[DATASET]
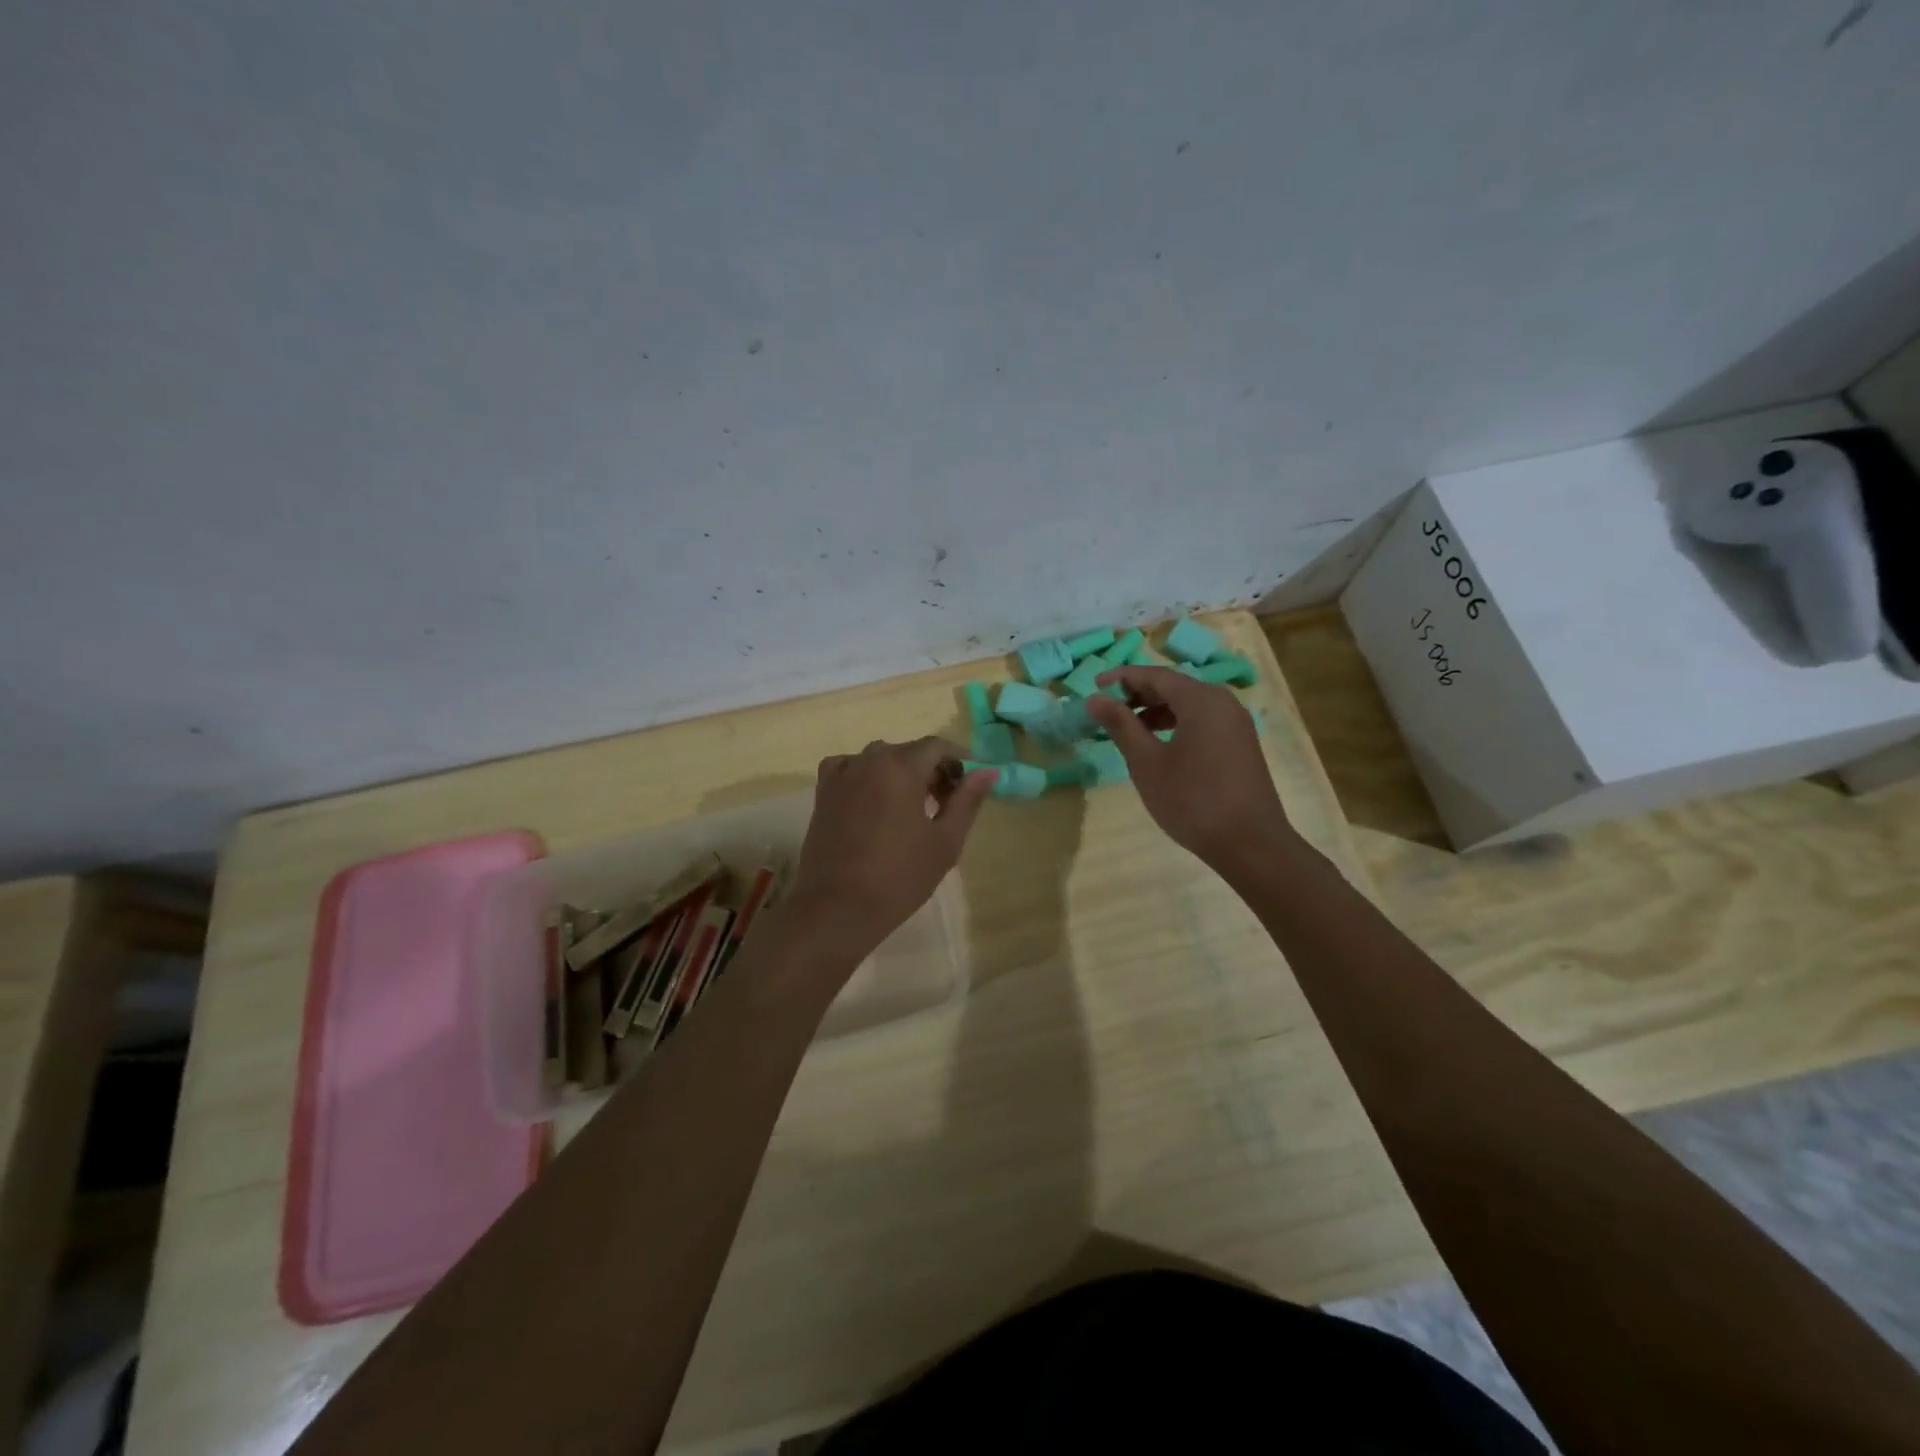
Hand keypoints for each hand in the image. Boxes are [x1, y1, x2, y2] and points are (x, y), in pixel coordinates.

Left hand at [783, 737, 995, 965]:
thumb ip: (967, 800)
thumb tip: (987, 771)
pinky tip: (873, 800)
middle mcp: (869, 760)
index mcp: (901, 767)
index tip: (971, 781)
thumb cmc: (899, 877)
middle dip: (932, 770)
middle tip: (947, 802)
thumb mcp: (945, 841)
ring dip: (901, 773)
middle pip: (908, 751)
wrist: (838, 908)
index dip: (958, 759)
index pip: (936, 746)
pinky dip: (866, 776)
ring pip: (879, 760)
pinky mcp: (822, 793)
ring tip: (913, 807)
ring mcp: (841, 775)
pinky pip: (849, 769)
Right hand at [1086, 666, 1294, 869]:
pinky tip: (1160, 746)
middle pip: (1174, 686)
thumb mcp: (1147, 763)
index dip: (1122, 678)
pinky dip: (1177, 724)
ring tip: (1128, 729)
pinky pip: (1203, 721)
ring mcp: (1236, 724)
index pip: (1154, 675)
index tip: (1094, 686)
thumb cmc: (1192, 800)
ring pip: (1189, 704)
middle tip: (1107, 709)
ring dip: (1157, 711)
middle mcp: (1223, 702)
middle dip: (1138, 694)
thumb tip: (1095, 699)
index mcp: (1201, 700)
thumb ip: (1121, 726)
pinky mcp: (1241, 744)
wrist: (1250, 843)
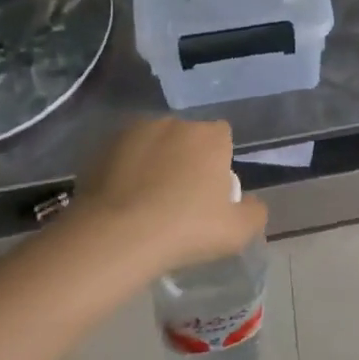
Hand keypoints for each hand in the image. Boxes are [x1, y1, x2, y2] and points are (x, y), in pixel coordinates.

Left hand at [67, 118, 266, 274]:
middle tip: (178, 198)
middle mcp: (175, 123)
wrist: (117, 236)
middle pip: (187, 138)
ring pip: (154, 143)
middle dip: (186, 159)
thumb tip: (251, 203)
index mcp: (210, 136)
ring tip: (146, 201)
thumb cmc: (186, 229)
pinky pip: (124, 155)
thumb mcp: (236, 232)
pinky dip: (126, 170)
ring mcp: (136, 131)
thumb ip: (254, 212)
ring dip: (154, 161)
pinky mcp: (104, 146)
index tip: (209, 191)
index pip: (222, 137)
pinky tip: (122, 200)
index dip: (218, 161)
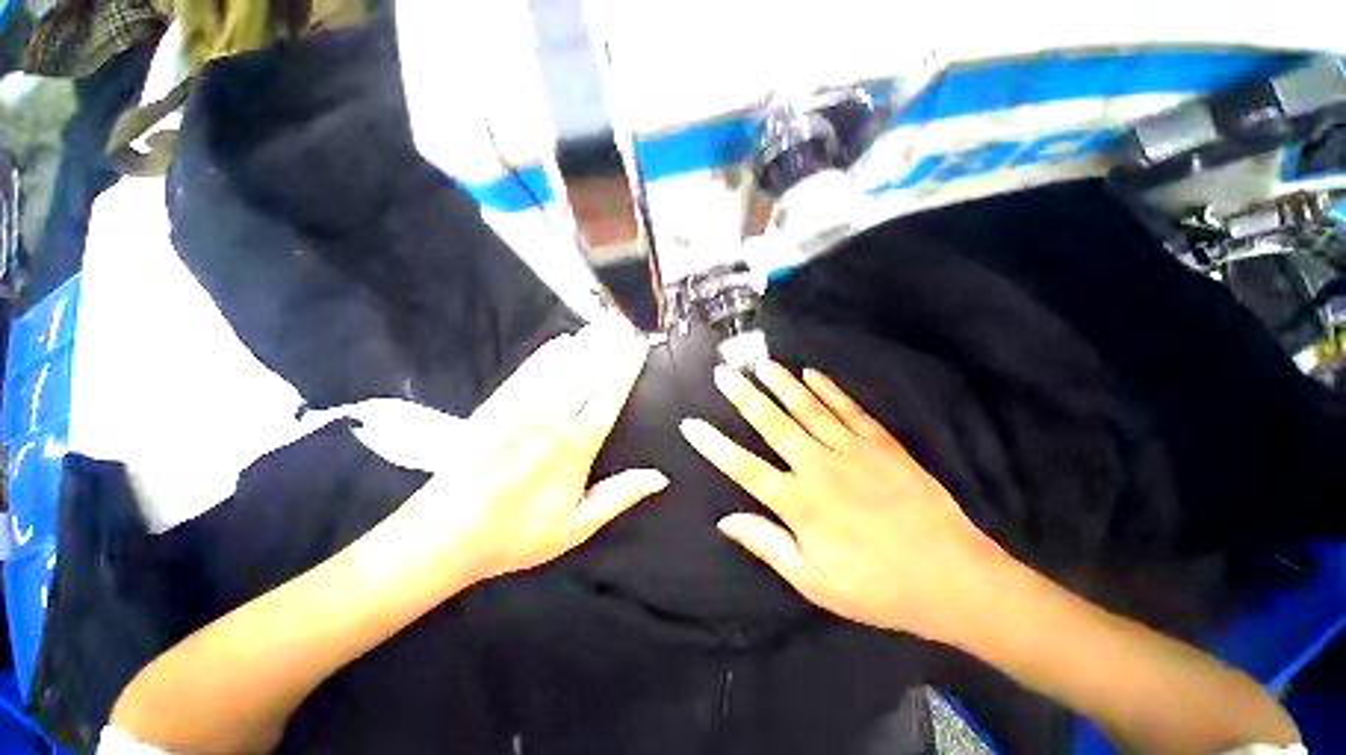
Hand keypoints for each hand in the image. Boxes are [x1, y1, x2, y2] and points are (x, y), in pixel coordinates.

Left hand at [402, 322, 667, 581]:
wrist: (442, 535)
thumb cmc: (516, 534)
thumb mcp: (575, 526)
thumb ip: (619, 496)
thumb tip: (659, 477)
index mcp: (574, 448)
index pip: (608, 397)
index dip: (626, 368)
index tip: (638, 347)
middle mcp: (550, 421)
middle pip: (586, 374)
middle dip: (608, 347)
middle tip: (625, 325)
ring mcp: (520, 410)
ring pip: (559, 368)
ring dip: (584, 344)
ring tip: (602, 325)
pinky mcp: (496, 407)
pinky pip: (527, 373)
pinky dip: (547, 355)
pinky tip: (560, 342)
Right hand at [680, 361, 1008, 641]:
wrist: (953, 577)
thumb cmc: (878, 587)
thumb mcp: (815, 582)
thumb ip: (767, 545)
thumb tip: (726, 520)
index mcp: (800, 504)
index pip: (743, 467)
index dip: (714, 445)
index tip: (690, 424)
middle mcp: (820, 467)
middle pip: (773, 424)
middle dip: (743, 397)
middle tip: (723, 373)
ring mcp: (852, 450)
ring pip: (808, 408)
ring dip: (781, 383)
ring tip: (760, 363)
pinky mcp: (881, 443)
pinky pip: (849, 409)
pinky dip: (828, 389)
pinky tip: (811, 373)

[PROBLEM REQUIREMENTS] Reproduce the records word for word, please, from their first line up to and including the line that contains "index pip: (936, 746)", but no pictures.

[TASK RESULT]
Hand keypoints for each hand in the image. Boxes are [x1, y1, x2, y2] and points are (x, y), in pixel coordinates.

Left hand at [783, 737, 995, 965]:
thumb ip: (967, 800)
thumb tip: (987, 771)
pinky tip: (873, 800)
middle mcp: (869, 760)
index mcp: (901, 767)
index tip: (971, 781)
thumb cmc: (899, 877)
middle dip: (932, 770)
middle tip: (947, 802)
thumb mcp: (945, 841)
ring dip: (901, 773)
middle pip: (908, 751)
wrist: (838, 908)
index dip: (958, 759)
index pip: (936, 746)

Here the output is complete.